From a moral perspective, he was also just as bad. The president had nothing to say to families who had lost loved ones to Covid-19. He shrugged off his administration’s child separation policy, even saying it had done a “good” job by only being unable to reunite 500 children with their parents. He returned again and again to unproven claims about Joe Biden’s son’s dealings in Ukraine, Russia, and China—while lying about his own deep, well-established financial ties to foreign countries.

Trump’s allies were hopeful that the debate format—and a somewhat calmer Trump—would help resuscitate the president’s flatlining campaign. But Biden was sharper than Trump might have hoped at the outset of the night, slipping up only as the evening waned and entropy had started to reassert itself. Trump, meanwhile, was rambling and defensive, projecting his own sins onto the former vice president: accusing him of being corrupt, a liar, a failure, a disaster, a do-nothing politician who spends all his time sitting around the house. The president attempted to walk a tightrope between casting himself as an outsider—unlike Biden, he was “not a politician,” he repeatedly explained—while also trying to earn those “new tone” plaudits: the ultimate career-politician move.

From the beginning, the problem with all the “new tone” talk was that it was always rooted in aesthetics. There was a flicker of a notion that if Trump could, somehow, start aping Michael Douglas in The American President or something, then a sense of presidentness would necessarily attach itself to him. The frantic pivot-mongers, forever on their bullshit, always disregarded who Trump actually is, that the rot in his character is deep, that he’s a congenital liar, a horrible human being, a “blank sucking nullity.” The problem with Trump’s performance in the first debate wasn’t actually that he interrupted Biden a lot, it was what he used those interruptions to say: the actual ideas he expressed. Pundits have insisted that if Trump could act differently, he could govern differently, as if he could somehow set himself aside. But Trump’s style and his substance are intertwined—something that was abundantly clear in the second debate, a vicious cavalcade of dishonor and dishonesty. That he delivered his lines with a comparative quietude was just part of the lie.

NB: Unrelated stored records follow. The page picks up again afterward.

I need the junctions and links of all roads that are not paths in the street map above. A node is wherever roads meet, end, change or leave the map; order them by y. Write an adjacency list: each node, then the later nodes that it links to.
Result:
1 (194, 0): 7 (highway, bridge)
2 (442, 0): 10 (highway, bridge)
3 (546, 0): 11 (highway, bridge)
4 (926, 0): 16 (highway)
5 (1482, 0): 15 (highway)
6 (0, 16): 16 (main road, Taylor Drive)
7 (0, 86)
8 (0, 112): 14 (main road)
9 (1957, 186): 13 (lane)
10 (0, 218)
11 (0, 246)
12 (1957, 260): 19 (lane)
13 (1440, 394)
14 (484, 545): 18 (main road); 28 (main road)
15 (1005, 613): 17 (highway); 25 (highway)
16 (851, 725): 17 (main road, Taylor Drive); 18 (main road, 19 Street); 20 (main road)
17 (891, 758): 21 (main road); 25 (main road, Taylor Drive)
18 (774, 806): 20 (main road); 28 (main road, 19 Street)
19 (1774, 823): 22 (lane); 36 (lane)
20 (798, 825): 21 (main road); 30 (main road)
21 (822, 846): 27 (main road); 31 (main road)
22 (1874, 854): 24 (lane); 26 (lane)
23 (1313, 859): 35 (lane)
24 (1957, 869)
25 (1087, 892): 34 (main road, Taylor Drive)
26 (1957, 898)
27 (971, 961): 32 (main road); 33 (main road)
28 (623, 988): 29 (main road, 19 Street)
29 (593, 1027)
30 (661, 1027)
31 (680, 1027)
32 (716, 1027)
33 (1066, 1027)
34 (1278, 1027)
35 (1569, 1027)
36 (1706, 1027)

Still, there is something to commemorate here. There are less than two weeks until the presidential election. Tonight was the last opportunity for the new Trump, with a new tone, to finally make his appearance. If he loses in two weeks, his tone ceases to matter; if he wins, it will matter even less. For a brief time tonight, he offered fewer interruptions. For a strained evening, he managed to keep his decibel level low. But for these stylistic quirks, worn like an ill-fitting suit—surprise—we got the same old Trump. The president may cull a few brownie points from the same pathetic, beaten-down pundits for this performance, but anyone who praises him will be made to look foolish by Saturday afternoon. Don’t be that guy. Take my advice and let this dumb media trope die a deserved, ignoble death.